Too sad to see the cheetah restrained by a leash. Other than that, that one's your best of the three.
The harsh sunlight of south Florida wasn't to you advantage as photographer and gave you VERY strong contrasts. This becomes most apparent in the third, where the main subject's face and front are all lost in shadow.
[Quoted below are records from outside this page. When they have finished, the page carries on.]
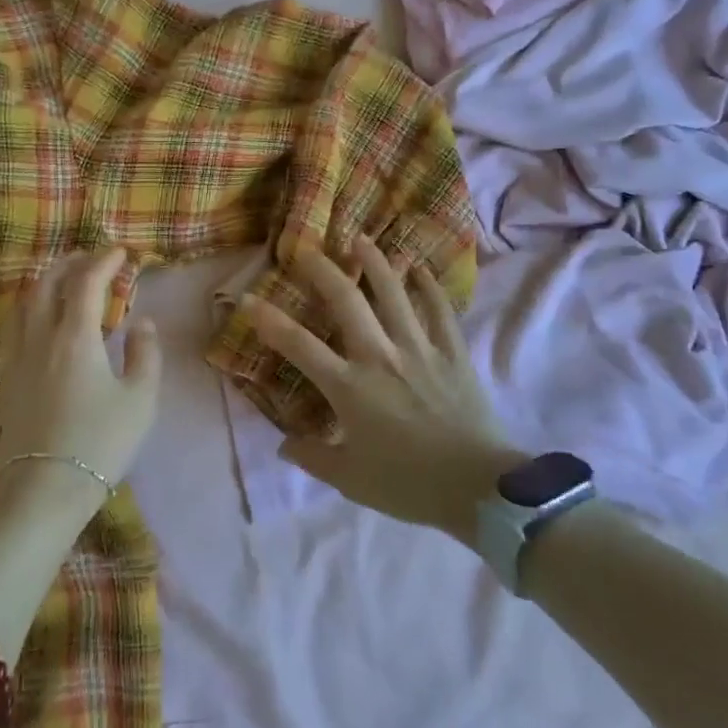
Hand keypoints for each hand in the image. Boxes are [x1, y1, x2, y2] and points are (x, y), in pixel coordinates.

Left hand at [0, 249, 162, 519]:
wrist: (44, 489)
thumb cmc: (100, 442)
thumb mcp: (140, 399)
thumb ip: (145, 354)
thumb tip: (142, 324)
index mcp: (75, 336)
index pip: (86, 282)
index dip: (103, 261)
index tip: (120, 253)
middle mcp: (40, 337)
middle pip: (47, 283)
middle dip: (70, 263)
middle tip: (91, 259)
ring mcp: (18, 357)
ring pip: (24, 301)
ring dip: (45, 281)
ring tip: (64, 281)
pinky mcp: (6, 378)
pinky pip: (14, 326)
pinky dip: (30, 307)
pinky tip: (41, 320)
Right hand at [245, 235, 522, 543]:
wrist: (479, 488)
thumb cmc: (408, 485)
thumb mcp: (350, 480)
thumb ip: (313, 458)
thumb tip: (284, 445)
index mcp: (349, 387)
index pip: (299, 345)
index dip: (268, 320)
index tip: (248, 298)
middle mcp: (380, 356)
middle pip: (346, 301)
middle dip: (323, 270)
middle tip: (307, 249)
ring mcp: (419, 349)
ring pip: (394, 293)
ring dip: (375, 262)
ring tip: (360, 239)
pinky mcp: (453, 353)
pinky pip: (440, 310)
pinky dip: (430, 287)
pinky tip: (420, 268)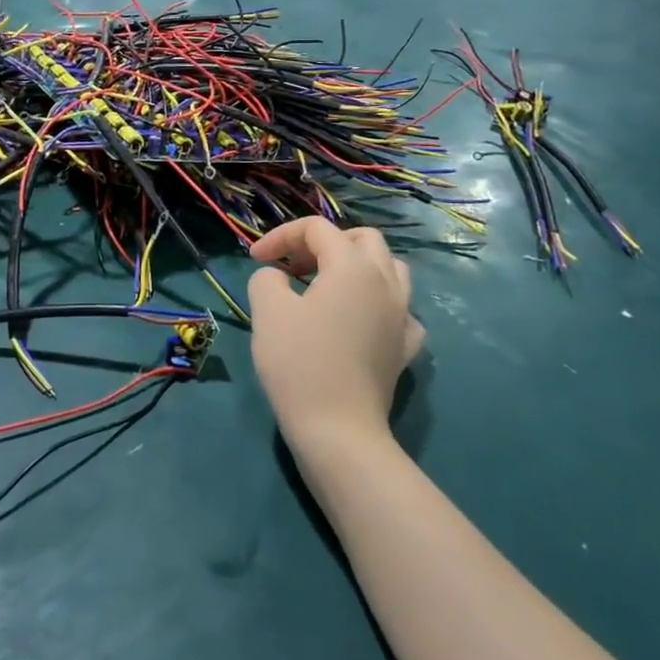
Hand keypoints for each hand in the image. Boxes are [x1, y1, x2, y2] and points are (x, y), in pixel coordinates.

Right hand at [247, 218, 424, 447]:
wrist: (338, 430)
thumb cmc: (300, 363)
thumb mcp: (268, 310)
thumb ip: (268, 278)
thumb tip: (279, 278)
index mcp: (352, 266)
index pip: (317, 229)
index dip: (280, 236)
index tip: (255, 259)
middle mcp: (385, 281)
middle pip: (362, 238)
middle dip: (324, 243)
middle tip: (294, 266)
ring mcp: (402, 315)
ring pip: (390, 268)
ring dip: (357, 266)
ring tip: (327, 285)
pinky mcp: (405, 347)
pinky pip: (399, 309)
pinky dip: (378, 303)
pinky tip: (360, 320)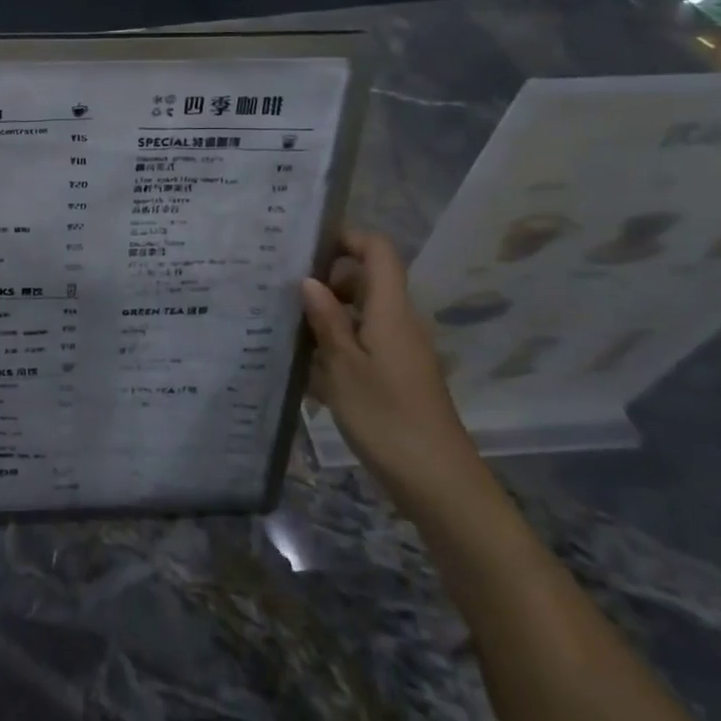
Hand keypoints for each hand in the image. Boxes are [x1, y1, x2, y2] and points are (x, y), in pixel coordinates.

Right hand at [300, 230, 483, 506]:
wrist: (438, 482)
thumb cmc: (387, 417)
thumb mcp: (343, 367)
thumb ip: (326, 320)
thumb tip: (310, 280)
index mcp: (390, 310)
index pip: (378, 250)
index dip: (346, 238)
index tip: (306, 249)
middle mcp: (400, 321)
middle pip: (366, 280)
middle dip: (326, 280)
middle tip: (283, 292)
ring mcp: (400, 349)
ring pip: (361, 313)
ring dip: (327, 316)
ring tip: (285, 328)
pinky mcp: (398, 375)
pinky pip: (364, 342)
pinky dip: (337, 345)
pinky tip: (306, 368)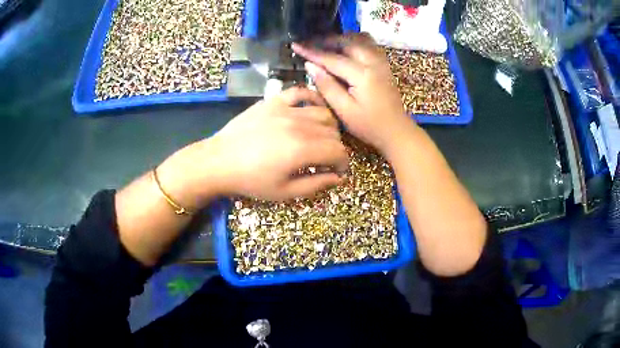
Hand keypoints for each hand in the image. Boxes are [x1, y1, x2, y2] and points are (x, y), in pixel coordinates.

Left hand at [198, 87, 347, 200]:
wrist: (219, 162)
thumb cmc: (251, 181)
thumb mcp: (285, 192)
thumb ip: (316, 185)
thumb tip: (339, 178)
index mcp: (303, 149)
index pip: (338, 151)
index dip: (343, 163)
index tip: (338, 171)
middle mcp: (299, 125)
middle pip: (333, 133)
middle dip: (336, 148)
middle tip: (327, 159)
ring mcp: (286, 109)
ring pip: (322, 112)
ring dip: (328, 127)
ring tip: (321, 137)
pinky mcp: (274, 101)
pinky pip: (300, 92)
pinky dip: (312, 98)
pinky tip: (312, 108)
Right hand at [292, 34, 413, 156]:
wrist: (397, 131)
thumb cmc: (370, 126)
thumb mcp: (345, 111)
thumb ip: (327, 86)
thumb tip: (310, 66)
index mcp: (362, 74)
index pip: (332, 58)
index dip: (312, 51)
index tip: (295, 45)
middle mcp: (373, 62)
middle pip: (347, 41)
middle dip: (326, 40)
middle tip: (309, 44)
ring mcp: (381, 62)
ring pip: (360, 38)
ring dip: (341, 39)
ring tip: (326, 45)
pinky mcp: (384, 65)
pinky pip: (368, 44)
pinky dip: (354, 42)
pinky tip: (345, 49)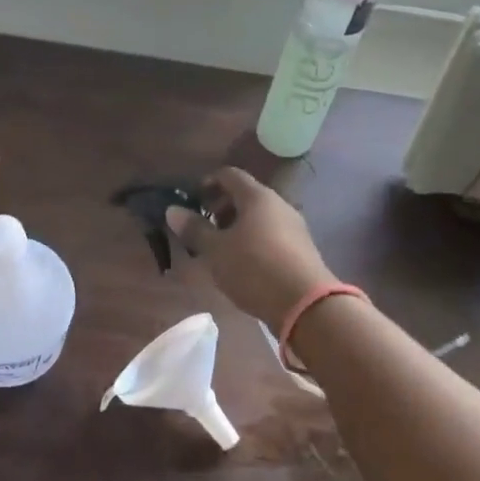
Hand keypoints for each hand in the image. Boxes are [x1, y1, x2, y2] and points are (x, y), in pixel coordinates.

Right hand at [166, 167, 337, 330]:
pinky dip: (253, 240)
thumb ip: (194, 229)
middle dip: (221, 208)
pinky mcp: (301, 249)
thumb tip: (172, 210)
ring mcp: (294, 227)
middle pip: (245, 196)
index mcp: (257, 197)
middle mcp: (279, 205)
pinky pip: (271, 234)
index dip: (208, 183)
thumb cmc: (254, 269)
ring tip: (220, 250)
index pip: (229, 175)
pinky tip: (243, 264)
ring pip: (259, 217)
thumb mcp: (216, 250)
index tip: (193, 201)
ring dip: (236, 227)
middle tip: (203, 229)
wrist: (307, 305)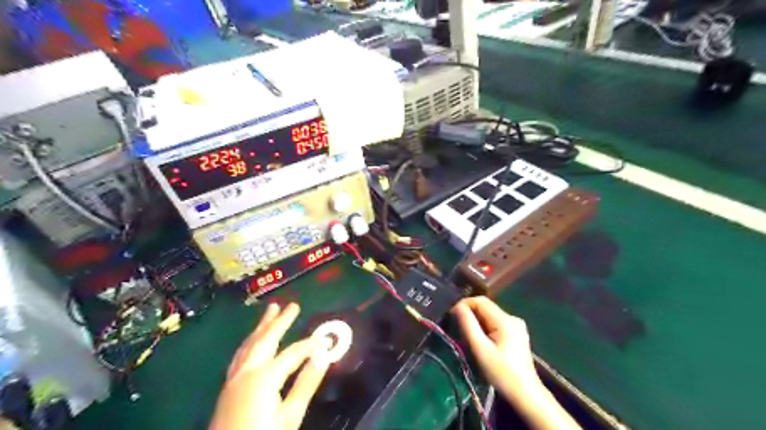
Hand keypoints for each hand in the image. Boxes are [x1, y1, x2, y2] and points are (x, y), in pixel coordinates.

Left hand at [208, 302, 329, 429]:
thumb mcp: (290, 416)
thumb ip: (306, 383)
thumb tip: (323, 355)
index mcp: (265, 376)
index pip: (293, 352)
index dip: (310, 344)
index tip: (325, 338)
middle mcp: (248, 370)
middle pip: (266, 339)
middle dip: (281, 321)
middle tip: (293, 305)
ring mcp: (234, 377)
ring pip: (250, 343)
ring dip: (262, 325)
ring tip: (271, 310)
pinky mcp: (228, 385)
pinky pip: (241, 353)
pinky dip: (250, 340)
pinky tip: (252, 340)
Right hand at [450, 298, 539, 401]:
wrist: (526, 395)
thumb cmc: (501, 373)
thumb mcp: (480, 349)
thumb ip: (468, 325)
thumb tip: (457, 307)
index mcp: (505, 319)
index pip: (480, 301)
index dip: (464, 304)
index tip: (451, 316)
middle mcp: (512, 317)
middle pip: (486, 307)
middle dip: (470, 313)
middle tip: (456, 326)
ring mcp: (516, 325)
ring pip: (490, 315)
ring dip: (477, 321)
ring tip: (466, 334)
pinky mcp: (516, 333)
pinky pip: (496, 323)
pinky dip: (485, 327)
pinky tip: (481, 340)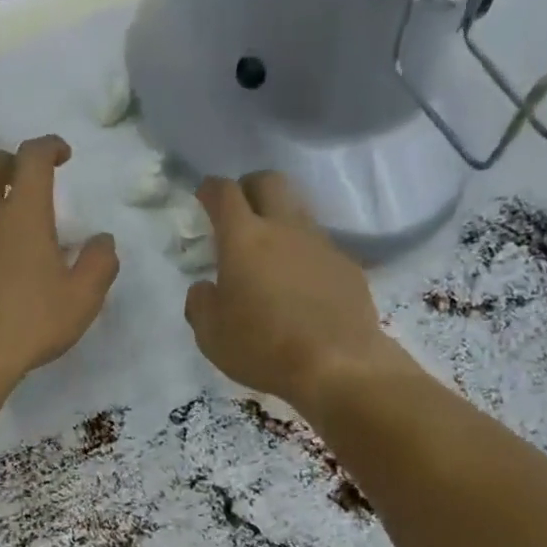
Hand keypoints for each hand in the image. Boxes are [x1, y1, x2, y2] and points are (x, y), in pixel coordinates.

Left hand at [0, 135, 119, 386]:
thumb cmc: (31, 324)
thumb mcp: (82, 299)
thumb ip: (99, 263)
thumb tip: (102, 240)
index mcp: (23, 216)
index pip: (33, 158)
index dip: (48, 146)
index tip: (61, 154)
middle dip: (6, 163)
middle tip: (21, 177)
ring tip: (5, 249)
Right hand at [183, 172, 404, 408]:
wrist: (337, 364)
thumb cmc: (263, 348)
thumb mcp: (211, 335)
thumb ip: (200, 303)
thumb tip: (204, 287)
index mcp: (244, 239)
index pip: (224, 194)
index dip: (210, 189)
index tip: (203, 196)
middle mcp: (285, 229)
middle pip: (269, 181)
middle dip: (249, 187)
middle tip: (239, 210)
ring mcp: (321, 244)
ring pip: (298, 211)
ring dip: (280, 219)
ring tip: (270, 252)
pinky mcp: (346, 265)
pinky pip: (320, 246)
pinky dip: (304, 254)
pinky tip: (301, 284)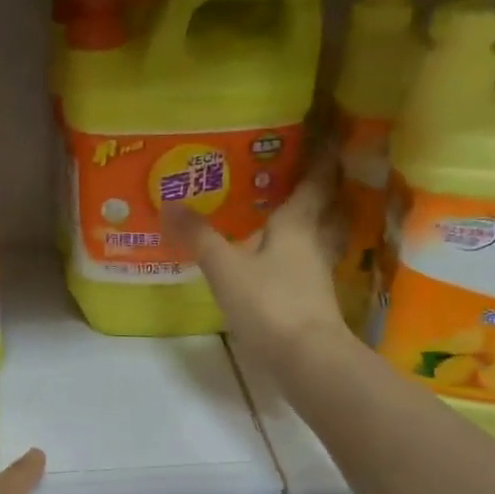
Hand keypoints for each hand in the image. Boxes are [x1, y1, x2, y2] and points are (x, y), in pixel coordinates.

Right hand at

Compositionally that one's not very pleasing, either, with the other chimpanzee walking through the back, all unconnected to the photo you actually had in mind (I guess).


----------



## Zeabed (Apr 11, 2010)

Ah, now I know I'm back home again...  BTW, the cheetah was leashed because it was an open pavilion show at the zoo.  I guess the insurance people insisted in protecting the humans in the audience too.  

Here's another: a Giant Eland, the world's largest antelope.


----------



## jedc53 (Apr 12, 2010)

You are a really good photographer.You have collect very nice photos.Its very beautiful pictures you've taken there at the Metro Zoo.What camera do you use? Metro Zoo is an awesome zoo. My favorite part is the aviary.


----------



## Zeabed (Apr 12, 2010)

jedc53 said:


> You are a really good photographer.You have collect very nice photos.Its very beautiful pictures you've taken there at the Metro Zoo.What camera do you use? Metro Zoo is an awesome zoo. My favorite part is the aviary.


 
Thank you jed.  I just take these photos for my own entertainment and to share with family and friends.  Usually, I take a 70-300mm zoom with me, but in this visit I didn't have much time to prepare and just grabbed my Canon 40D with the EF/S 60mm lens mounted on it.

If you like Metro Zoo, you might want to check out the rest of my zoo photos to date:  Miami Metro Zoo - a set on Flickr


----------



## MAV90 (Apr 12, 2010)

Awesome shots, I can watch Chimps play and do what ever it is they do all day. I think most fascinating animals! 

The lighting is a bit harsh, but it's hard to get any pictures at a zoo with soft lighting, they open so late that by the time you start shooting the lighting is already blinding. And being In south Florida doesn't help either. Great shots none the less, porcupine was my favorite!


----------



## MAV90 (Apr 12, 2010)

how do you like that 70-300 btw?


----------



## PictureJewelry (Apr 12, 2010)

Did you shoot these on tripod. They are very sharp. Nice Job!


----------



## Zeabed (Apr 12, 2010)

Thank you Mav and PictureJ. It is an excellent lens, surprisingly sharp for a zoom, particularly so for a relatively affordable one. Check out this cropped image and judge further yourselves. BTW, this one of a pygmy hippo was taken in November 2008 with a Canon XTi. I downloaded this from the flickr page linked in my earlier post. You can check it out there and click on All Sizes to see the large version. Tack sharp.

Oh, almost forgot the last question.  No, no tripod.  This lens has IS (Image Stabilization).  I didn't have to zoom that much anyway; the animals down in their pads are usually just a few feet away from you.


----------